The plant disengagement ropes were yanked, the handpieces dropped to the lanoline stained floor, and there was quietness only interrupted at regular rhythm by the banging Lister stationary engine sulking on a lower level of the gloom. The last of the half shorn merino ewes were released back into catching pens to bury themselves behind the mob of astonished fine-wools.
For once the board of men stood there speechless.
Then with the deceptive casualness of country people when they feared a child was in danger, they fanned out to the far end of the wool bales, scraping tea chests of grubby sideshow prizes and ruined teddy bears out from the pile.
Ceylon was stencilled on the chests, but concern and determination was etched into each shearer’s face. Even the brothers who owned the place paid no heed that all work had ceased.
“Can’t see it over here.” One of them muttered.
“Here, Charlie. Grab these boxes while we check in some others.”
“Nothing in this one either.”
“Where’d you see it again mate?”
One of the shearers was the boys father.
They all paused, puffing, to hear the boys reedy little words,
“It was just in that one! It was a brown one with a red tongue.”
The lad pointed to a battered tea chest.
“Right!” said a shearer as he upended the heavy box of goods effortlessly, and the contents spilled out uncomfortably close to their feet.
There it was. The snake!
For a moment they all stared in awe. They’d all had an hour’s spell, an unscheduled break because of this.
They looked at the boy, whose face had been white with terror but was now burning with catastrophic embarrassment only a child understands.
Then, like a volcano erupting the laughter began.

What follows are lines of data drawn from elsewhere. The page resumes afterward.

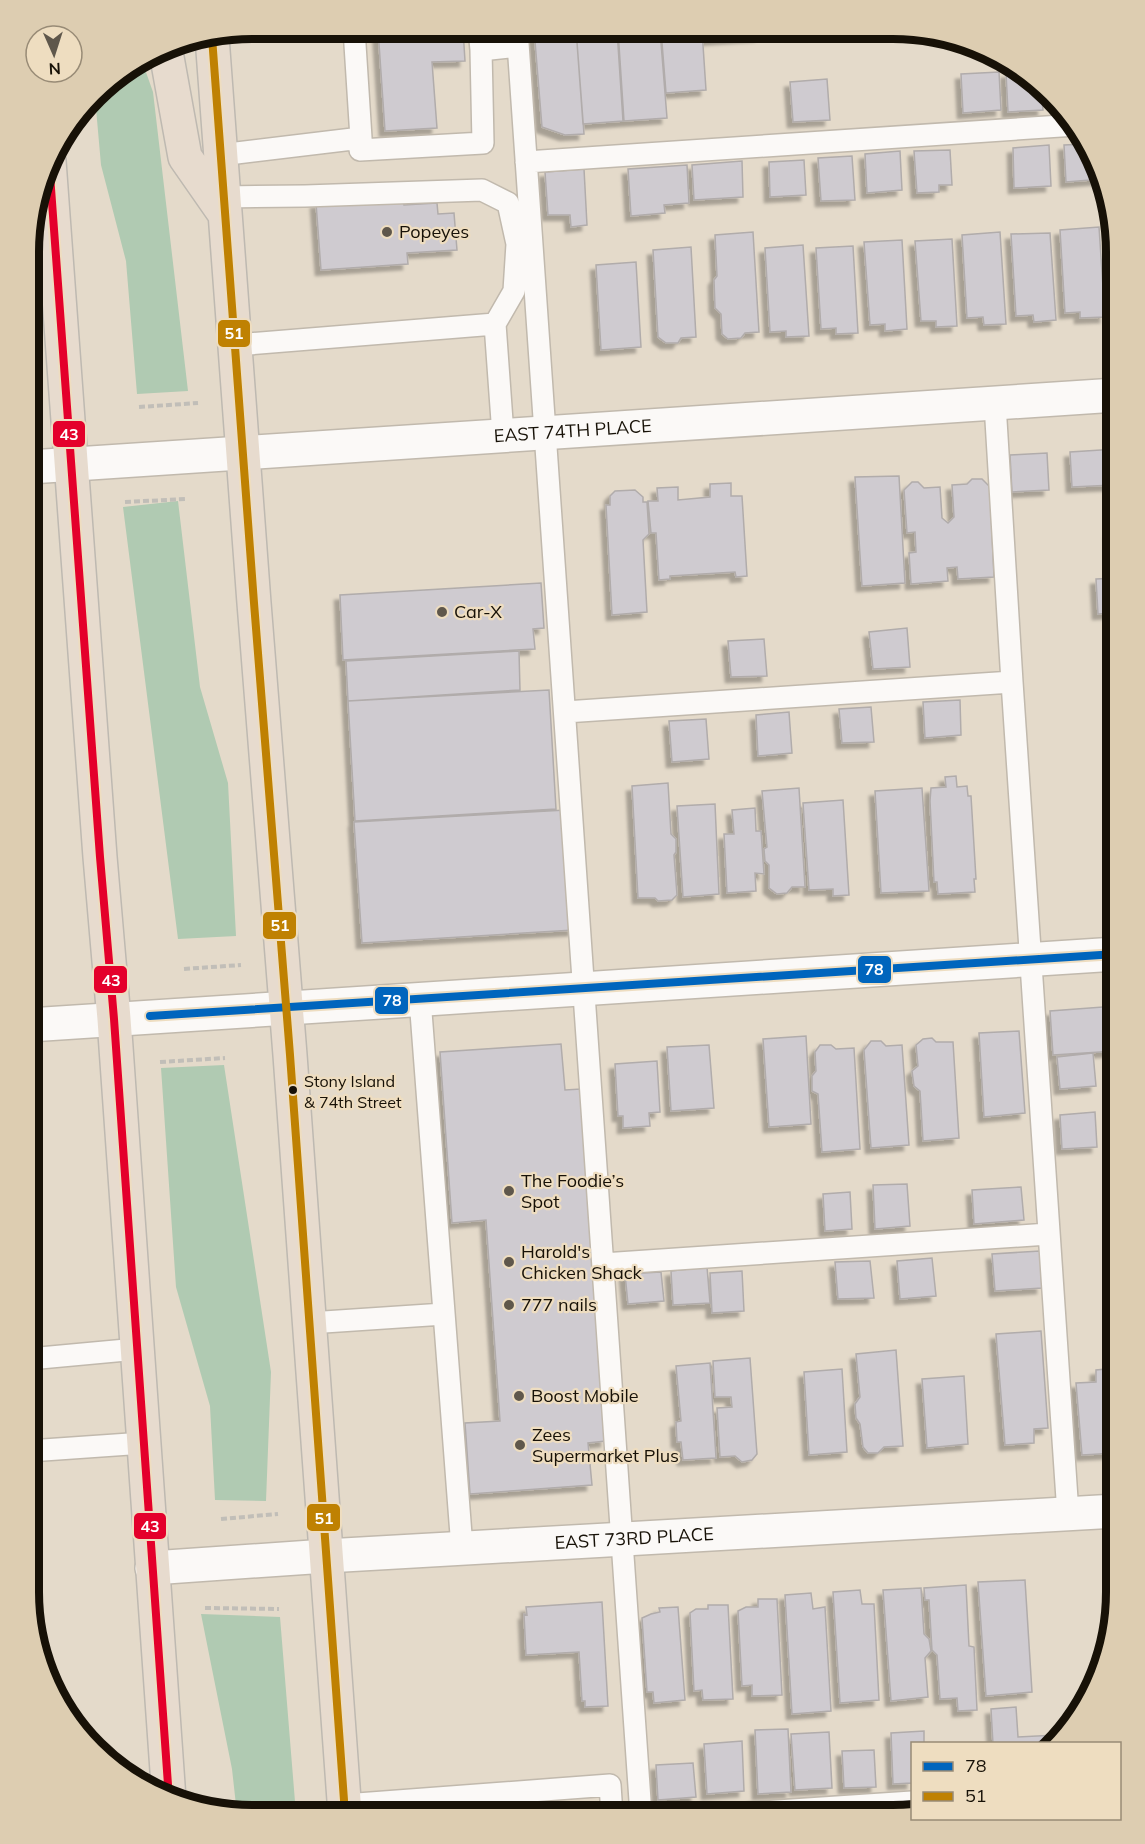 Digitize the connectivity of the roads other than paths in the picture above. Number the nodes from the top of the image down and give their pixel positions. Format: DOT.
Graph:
graph roads {
  1 [pos="355,39"];
  2 [pos="499,39"];
  3 [pos="518,39"];
  4 [pos="480,40"];
  5 [pos="212,43"];
  6 [pos="167,57"];
  7 [pos="1065,127"];
  8 [pos="361,138"];
  9 [pos="220,155"];
  10 [pos="526,162"];
  11 [pos="48,191"];
  12 [pos="224,206"];
  13 [pos="43,262"];
  14 [pos="495,324"];
  15 [pos="236,345"];
  16 [pos="1106,396"];
  17 [pos="995,404"];
  18 [pos="545,433"];
  19 [pos="503,435"];
  20 [pos="242,453"];
  21 [pos="71,464"];
  22 [pos="39,466"];
  23 [pos="1012,682"];
  24 [pos="565,712"];
  25 [pos="1106,955"];
  26 [pos="1030,960"];
  27 [pos="584,988"];
  28 [pos="420,999"];
  29 [pos="286,1007"];
  30 [pos="114,1019"];
  31 [pos="39,1023"];
  32 [pos="1048,1234"];
  33 [pos="603,1264"];
  34 [pos="444,1314"];
  35 [pos="309,1323"];
  36 [pos="137,1349"];
  37 [pos="39,1358"];
  38 [pos="144,1443"];
  39 [pos="39,1450"];
  40 [pos="1106,1512"];
  41 [pos="1068,1514"];
  42 [pos="622,1539"];
  43 [pos="462,1548"];
  44 [pos="326,1556"];
  45 [pos="153,1568"];
  46 [pos="168,1788"];
  47 [pos="911,1802"];
  48 [pos="344,1805"];
  49 [pos="388,1805"];
  50 [pos="611,1805"];
  51 [pos="640,1805"];
  52 [pos="867,1805"];
  1 -- 8 [label="lane"];
  2 -- 4 [label="lane"];
  3 -- 10 [label="lane"];
  4 -- 8 [label="lane"];
  5 -- 9 [label="highway"];
  6 -- 12 [label="highway"];
  7 -- 10 [label="lane"];
  8 -- 9 [label="lane"];
  9 -- 12 [label="highway"];
  10 -- 18 [label="lane"];
  11 -- 13 [label="highway"];
  12 -- 14 [label="lane"];
  12 -- 15 [label="highway"];
  13 -- 21 [label="highway"];
  14 -- 15 [label="lane"];
  14 -- 19 [label="lane"];
  15 -- 20 [label="highway"];
  16 -- 17 [label="street, EAST 74TH PLACE"];
  17 -- 18 [label="street, EAST 74TH PLACE"];
  17 -- 23 [label="lane"];
  18 -- 19 [label="street, EAST 74TH PLACE"];
  18 -- 24 [label="lane"];
  19 -- 20 [label="street, EAST 74TH PLACE"];
  20 -- 21 [label="street, EAST 74TH PLACE"];
  20 -- 29 [label="highway"];
  21 -- 22 [label="street, EAST 74TH PLACE"];
  21 -- 30 [label="highway"];
  23 -- 24 [label="lane"];
  23 -- 26 [label="lane"];
  24 -- 27 [label="lane"];
  25 -- 26 [label="street"];
  26 -- 27 [label="street"];
  26 -- 32 [label="lane"];
  27 -- 28 [label="street"];
  27 -- 33 [label="lane"];
  28 -- 29 [label="street"];
  28 -- 34 [label="lane"];
  29 -- 30 [label="street"];
  29 -- 35 [label="highway"];
  30 -- 31 [label="street"];
  30 -- 36 [label="highway"];
  32 -- 33 [label="lane"];
  32 -- 41 [label="lane"];
  33 -- 42 [label="lane"];
  34 -- 35 [label="lane"];
  34 -- 43 [label="lane"];
  35 -- 44 [label="highway"];
  36 -- 37 [label="lane"];
  36 -- 38 [label="highway"];
  38 -- 39 [label="lane"];
  38 -- 45 [label="highway"];
  40 -- 41 [label="street, EAST 73RD PLACE"];
  41 -- 42 [label="street, EAST 73RD PLACE"];
  42 -- 43 [label="street, EAST 73RD PLACE"];
  42 -- 51 [label="lane"];
  43 -- 44 [label="street, EAST 73RD PLACE"];
  44 -- 45 [label="street, EAST 73RD PLACE"];
  44 -- 48 [label="highway"];
  45 -- 46 [label="highway"];
  47 -- 52 [label="lane"];
  49 -- 50 [label="lane"];
}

After a time they ruffled the boys hair and trudged back to the stands, one by one pulling out a sheep to shear, still the occasional chuckle heard.
“It’s alright boy. It could have happened to any one of us!” a roustabout said, grinning. This yarn would be told over many a campfire, but probably not believed.
And the little boy couldn’t believe it himself. He looked again, with betrayal, at the brown rubber snake with the red tongue, a dusty sideshow alley prize won by some shearers, a couple of sheep farmers, and a red faced boy.